“Researchers from North Carolina State University have developed a new technique that allows graphics processing units and central processing units on a single chip to collaborate – boosting processor performance by an average of more than 20 percent.”
For a first step, 20% is a pretty significant jump. AMD has been planning on doing this for some time – I am glad to see that this was AMD’s research investment paying off…
However, with the poor performance of Bulldozer, it will take more than a 20% boost to match Intel’s current performance… MAYBE some semblance of this tech will be in Piledriver… but I seriously doubt it ๐
That would be a pleasant surprise if it happened, but I agree – I wouldn’t bet on Piledriver having a shared L3 (or any L3 for that matter).
This makes more sense for Steamroller once they hit 28nm. Hopefully by 2013 they can go back and tweak the layout to make some room for an L3.
Sounds like AMD’s planned HSA (heterogenous systems architecture) for future APUs, wherein the CPU and GPU both have access to the same caches, RAM, buses, etc.
Anandtech.com has a bunch of slides up from the recent AMD financial analyst day that cover this.
A summary article that lists all the other articles:
http://www.anandtech.com/show/5503/understanding-amds-roadmap-new-d…
I can’t help but notice it could just as well mean homogeneous systems architecture…
If the performance boost is really only 20% then in most cases it is simply not worth the effort put in the optimization. Partitioning computations into two separate programs is not trivial, putting the same effort in other optimizations techniques may produce better results.
That’s always been the problem with GPGPU programming. Is the extra trouble really worth it? Especially with the obsolecense window still being something like 6-12 months or so, and the huge difference in scaling between cpu and gpu technology makes heterogenious design a headache.
Edited 2012-02-09 17:29 UTC
I was taking the article to be hinting at a FREE (from the programmer’s perspective) 20% additional performance. I would expect this to be achieved by the CPU intelligently off-loading FPU tasks to the GPU.
If this is just more of the same, then I don’t see what the big deal would be… Intel already does it, and I do it already here with AMD APP with my video encoding tasks…
This research is maybe hinting at a full open source GPU that does opencl also.
I wish ARM/VIA did the same as AMD.
In any case AMD is brave enough and it will be the target of my new desktops. I do not care that much about performance only.
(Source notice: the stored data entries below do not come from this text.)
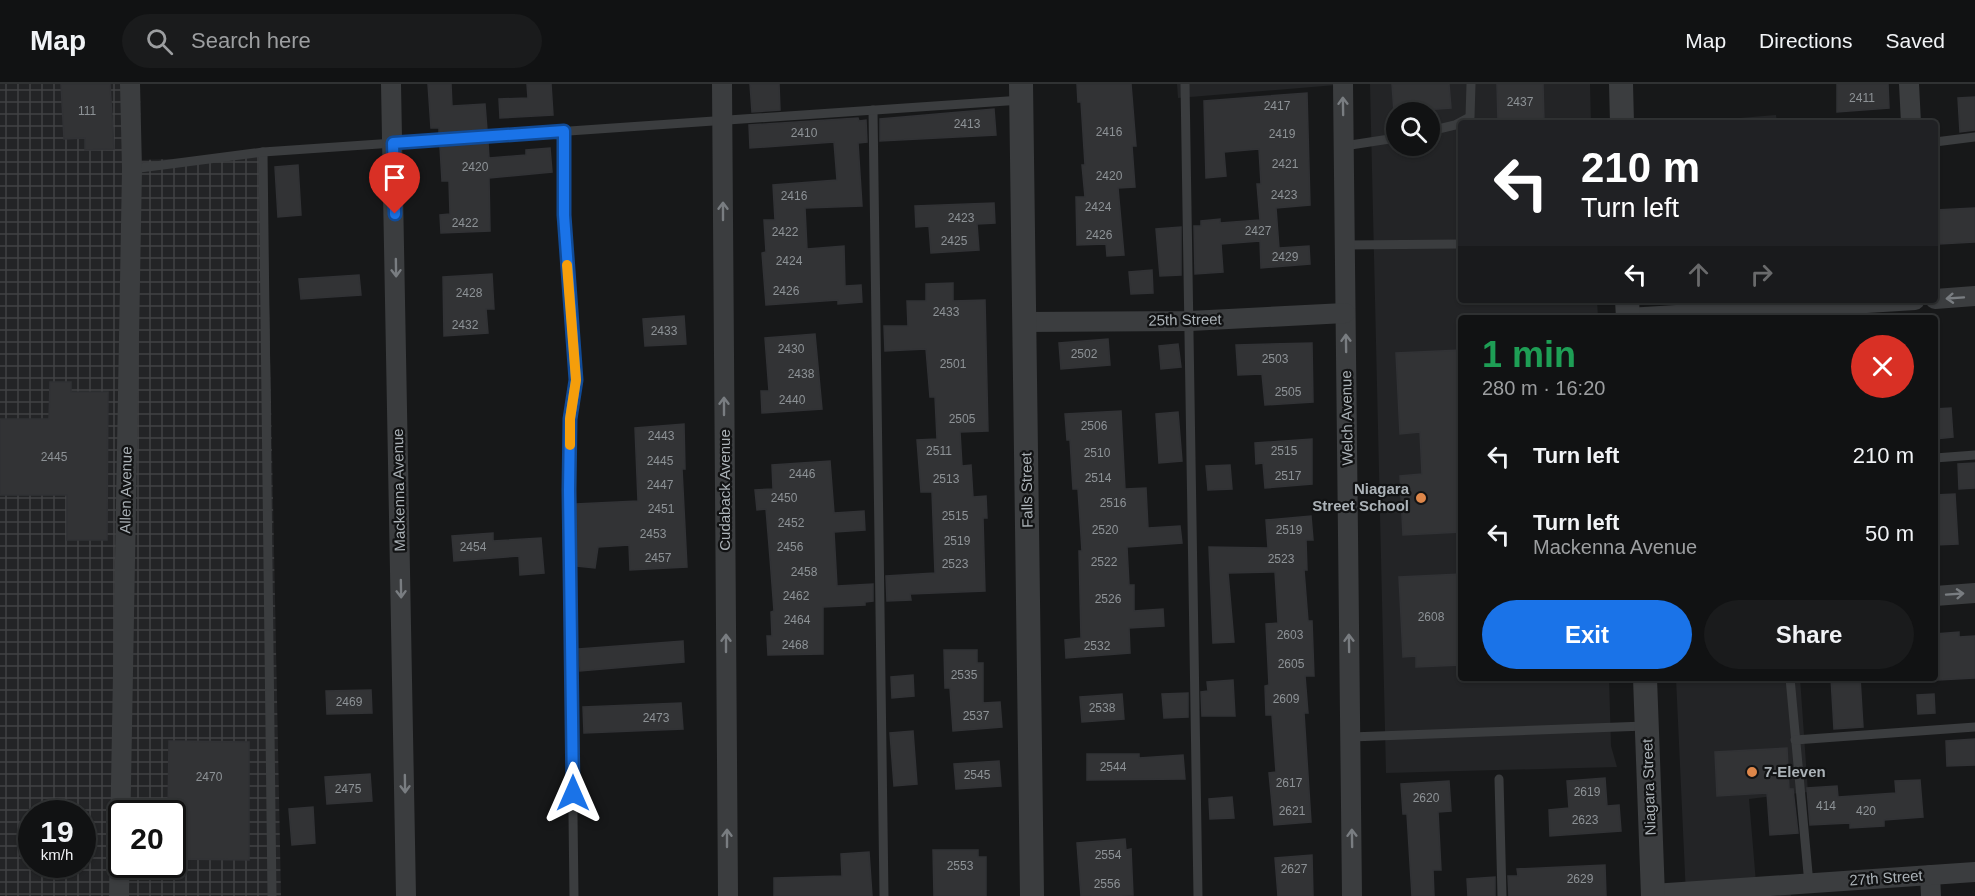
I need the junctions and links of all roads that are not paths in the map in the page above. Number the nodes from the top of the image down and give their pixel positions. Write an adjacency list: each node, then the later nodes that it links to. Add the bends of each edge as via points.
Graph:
1 (130, 84): 24 (street, Allen Avenue)
2 (391, 84): 21 (street, Mackenna Avenue)
3 (722, 84): 11 (street, Cudaback Avenue)
4 (1185, 84): 33 (lane)
5 (1343, 84): 22 (street, Welch Avenue, one-way to 5)
6 (1471, 84): 12 (lane, via 1470,117)
7 (1621, 84): 13 (street)
8 (1909, 84): 14 (street)
9 (1022, 92): 10 (lane); 34 (street, Falls Street)
10 (873, 110): 11 (lane); 55 (lane)
11 (722, 120): 17 (lane); 54 (street, Cudaback Avenue, one-way to 11)
12 (1464, 120)
13 (1622, 120)
14 (1911, 120)
15 (1458, 123): 16 (lane)
16 (1440, 129)
17 (564, 131): 21 (lane); 53 (lane, via 564,215 576,380 570,419 569,490)
18 (1975, 137): 20 (lane)
19 (1386, 140): 22 (lane)
20 (1938, 142)
21 (393, 143): 23 (lane); 52 (street, Mackenna Avenue, one-way to 52)
22 (1344, 146): 26 (street, Welch Avenue)
23 (263, 153): 24 (lane); 51 (lane)
24 (132, 169): 50 (street, Allen Avenue)
25 (1458, 244): 26 (lane)
26 (1345, 245): 30 (street, Welch Avenue)
27 (1975, 296): 28 (street, one-way to 28)
28 (1938, 299)
29 (1884, 303): 31 (street)
30 (1345, 313): 33 (street, 25th Street); 43 (street, Welch Avenue, one-way to 30)
31 (1770, 314): 32 (street)
32 (1734, 315)
33 (1190, 321): 34 (street, 25th Street); 57 (lane)
34 (1025, 322): 56 (street, Falls Street)
35 (1975, 455): 36 (lane)
36 (1938, 458)
37 (1975, 593): 38 (street, one-way to 37)
38 (1938, 596)
39 (1645, 681): 41 (street, Niagara Street)
40 (1790, 681): 44 (lane)
41 (1647, 726): 43 (lane); 49 (street, Niagara Street)
42 (1975, 727): 44 (lane)
43 (1351, 737): 58 (street, Welch Avenue, one-way to 43)
44 (1795, 740): 48 (lane)
45 (1499, 779): 59 (lane)
46 (1975, 872): 47 (street, 27th Street)
47 (1930, 875): 48 (street, 27th Street); 60 (street)
48 (1799, 888): 49 (street, 27th Street)
49 (1653, 895)
50 (119, 896)
51 (272, 896)
52 (406, 896)
53 (574, 896)
54 (728, 896)
55 (884, 896)
56 (1032, 896)
57 (1198, 896)
58 (1352, 896)
59 (1502, 896)
60 (1931, 896)

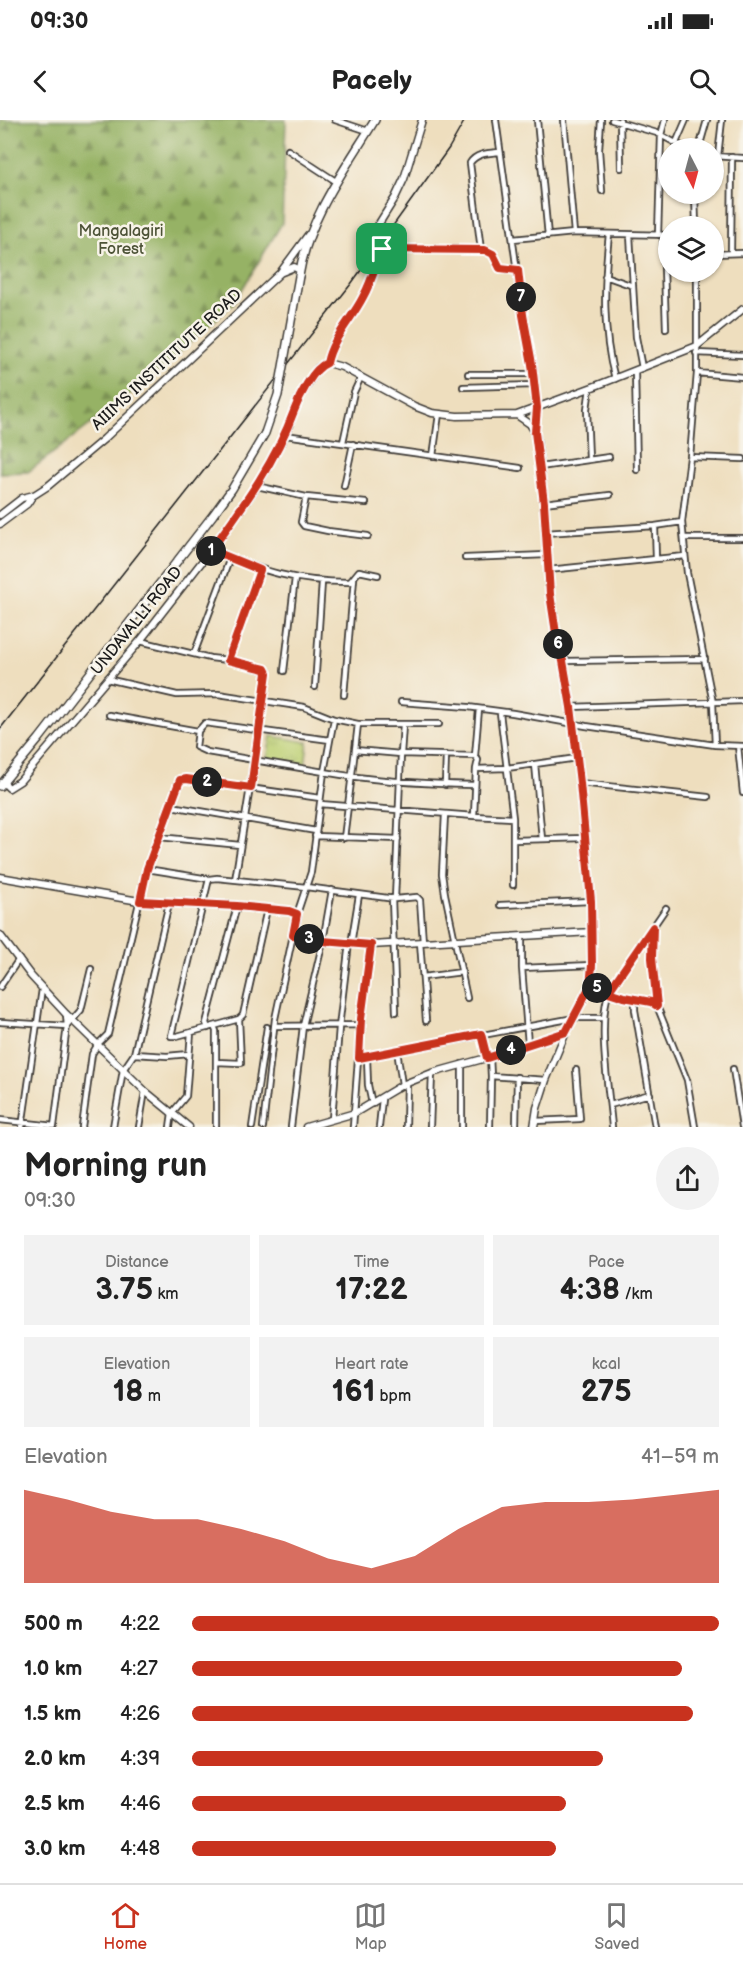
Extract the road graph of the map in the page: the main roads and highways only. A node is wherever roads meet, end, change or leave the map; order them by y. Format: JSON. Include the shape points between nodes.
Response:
{"nodes":[{"id":1,"x":375,"y":120,"type":"edge"},
{"id":2,"x":2,"y":784,"type":"edge"}],
"edges":[{"from":1,"to":2,"type":"main road","bridge":true,"via":[[309,235],[278,395],[265,433],[213,515]]}]}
If the model is open and easy to program for Illumos/*BSD/Haiku without blobs then I am ready to buy.
Edited 2012-02-10 15:26 UTC
I wish people (the sentiment is promulgated all over the place) would get some perspective over this one… the performance of Bulldozer, or of AMD CPU offerings in general, isn’t exactly poor – it’s just worse.
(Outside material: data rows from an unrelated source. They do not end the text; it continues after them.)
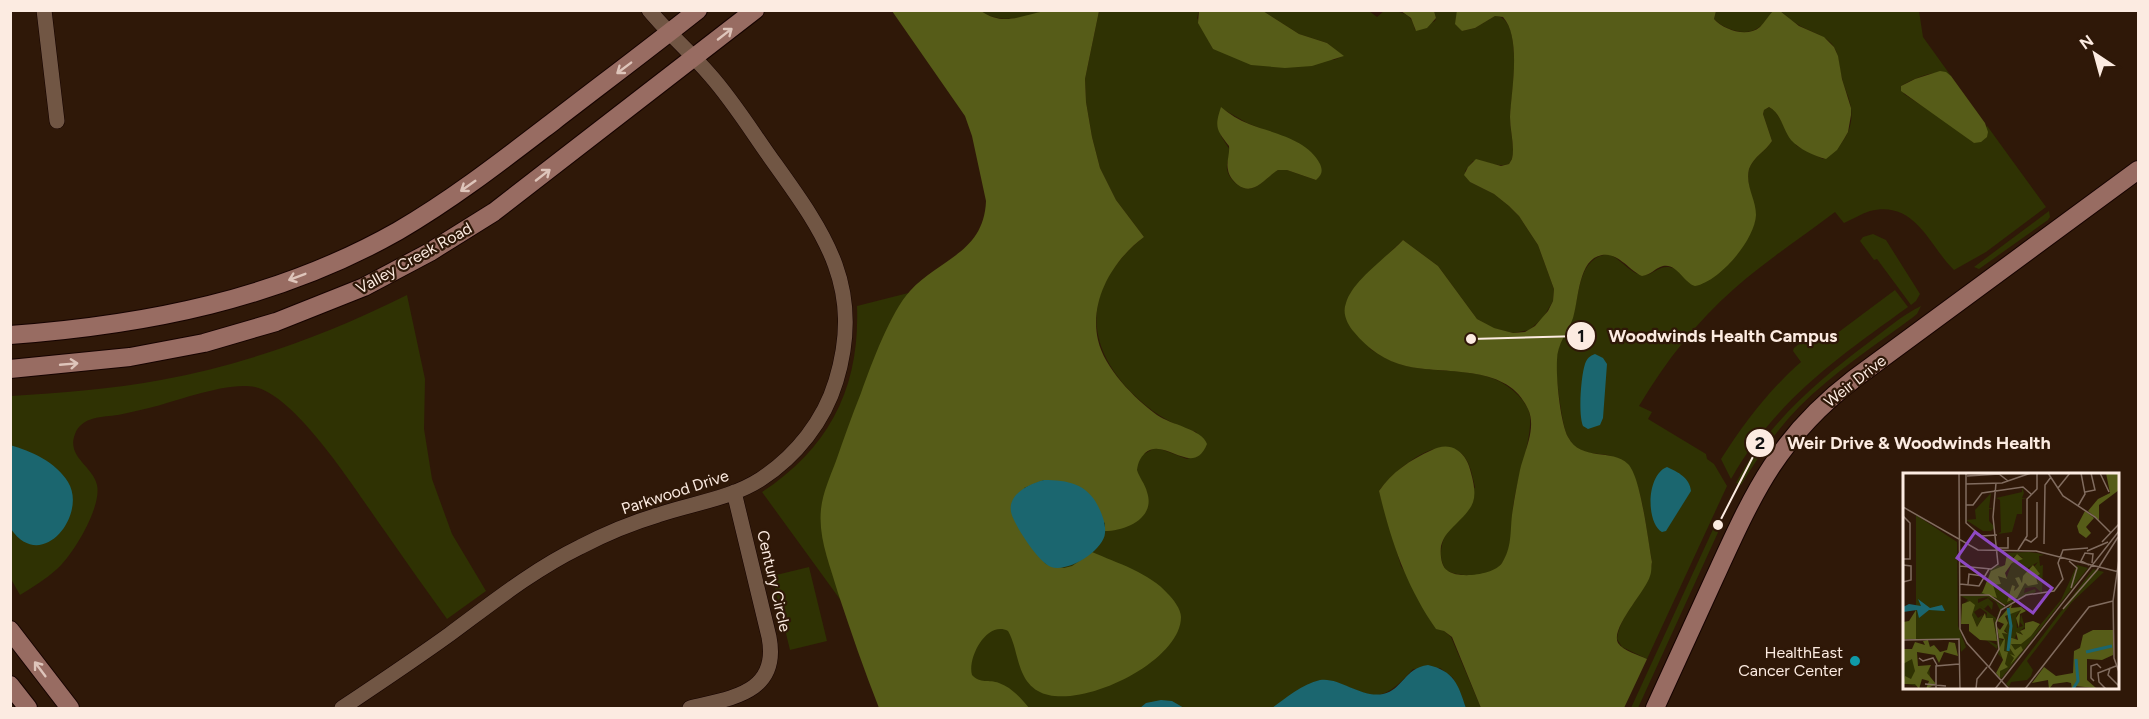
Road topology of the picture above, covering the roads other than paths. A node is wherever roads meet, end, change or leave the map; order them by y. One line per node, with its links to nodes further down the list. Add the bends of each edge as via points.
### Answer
1 (45, 10): 7 (street)
2 (649, 10): 5 (street, Parkwood Drive)
3 (698, 10): 5 (main road, Valley Creek Road)
4 (755, 10): 6 (main road, Valley Creek Road, one-way to 4)
5 (670, 33): 6 (street, Parkwood Drive); 9 (main road, Valley Creek Road, one-way to 9, via 466,188 398,231 343,258 260,291 159,317 98,327)
6 (694, 58): 10 (main road, Valley Creek Road, one-way to 6, via 148,355 185,347 276,322 364,287 479,222); 11 (street, Parkwood Drive, via 712,77 818,226 837,269 845,313 840,369 820,417 785,460)
7 (57, 121)
8 (2139, 170): 19 (main road, Weir Drive, via 1845,386 1794,435 1767,470 1746,509)
9 (10, 334)
10 (10, 369)
11 (734, 492): 14 (street, Century Circle, via 771,648 763,678); 15 (street, Parkwood Drive, via 626,526 563,556 519,583)
12 (10, 630): 17 (main road, one-way to 12)
13 (10, 685): 16 (main road)
14 (737, 703): 18 (street, Century Circle)
15 (350, 706)
16 (28, 708)
17 (70, 708)
18 (690, 708)
19 (1655, 708)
Truth is, lately, CPUs are quite universally way more than powerful enough for (most likely) strong majority of people – and AMD products can be even easily seen as preferable in some segments, for example the one covered by Fusion series (addressing, with its more decent GPU, some of the nowadays few areas where the processing power is still not necessarily enough; and even, via “fuller” GPGPU support, making up for some of the CPU power differences)
The areas “never enough power” got quite rare… (and at least one, not really tested by benchmark sites and such, might be curious here – AMD supposedly geared Bulldozer for HPC uses, it almost looked like at the cost of general desktop performance; who knows what will yet come out of it)
and the actual research presented in their paper, seem to have played a real bad game of “telephone.”
Edited 2012-02-09 01:42 UTC
Wow! North Carolina State University is releasing a new phone! Awesome! I hope it will finally introduce a fully open source stack, maybe with a little Haiku inside In any case, this is sure to restore the wolfpack to their glory days. Duke & Carolina’s days are over!
Go Pack!
Doesn’t this suggest that a more generic solution would be to simply have a small ARM core on the GPU with some cache memory? That can do the “complex” functions to feed and assist the GPU… leaving the CPU free for more important tasks… Maybe the transistor budget really won’t allow that, I don’t know
-edit- I just realised that is exactly what Broadcom have done with the chip that the Raspberry Pi team are using*! Except they are using the ARM core to run an OS
*If we are to believe the Raspbery Pi team (which I do), then the chip they are using is a gfx chip with an ARM core for support, rather than a CPU with an integrated GPU…
Edited 2012-02-09 10:26 UTC
I have had the same thought for years. Just put a cpu on the gpu card.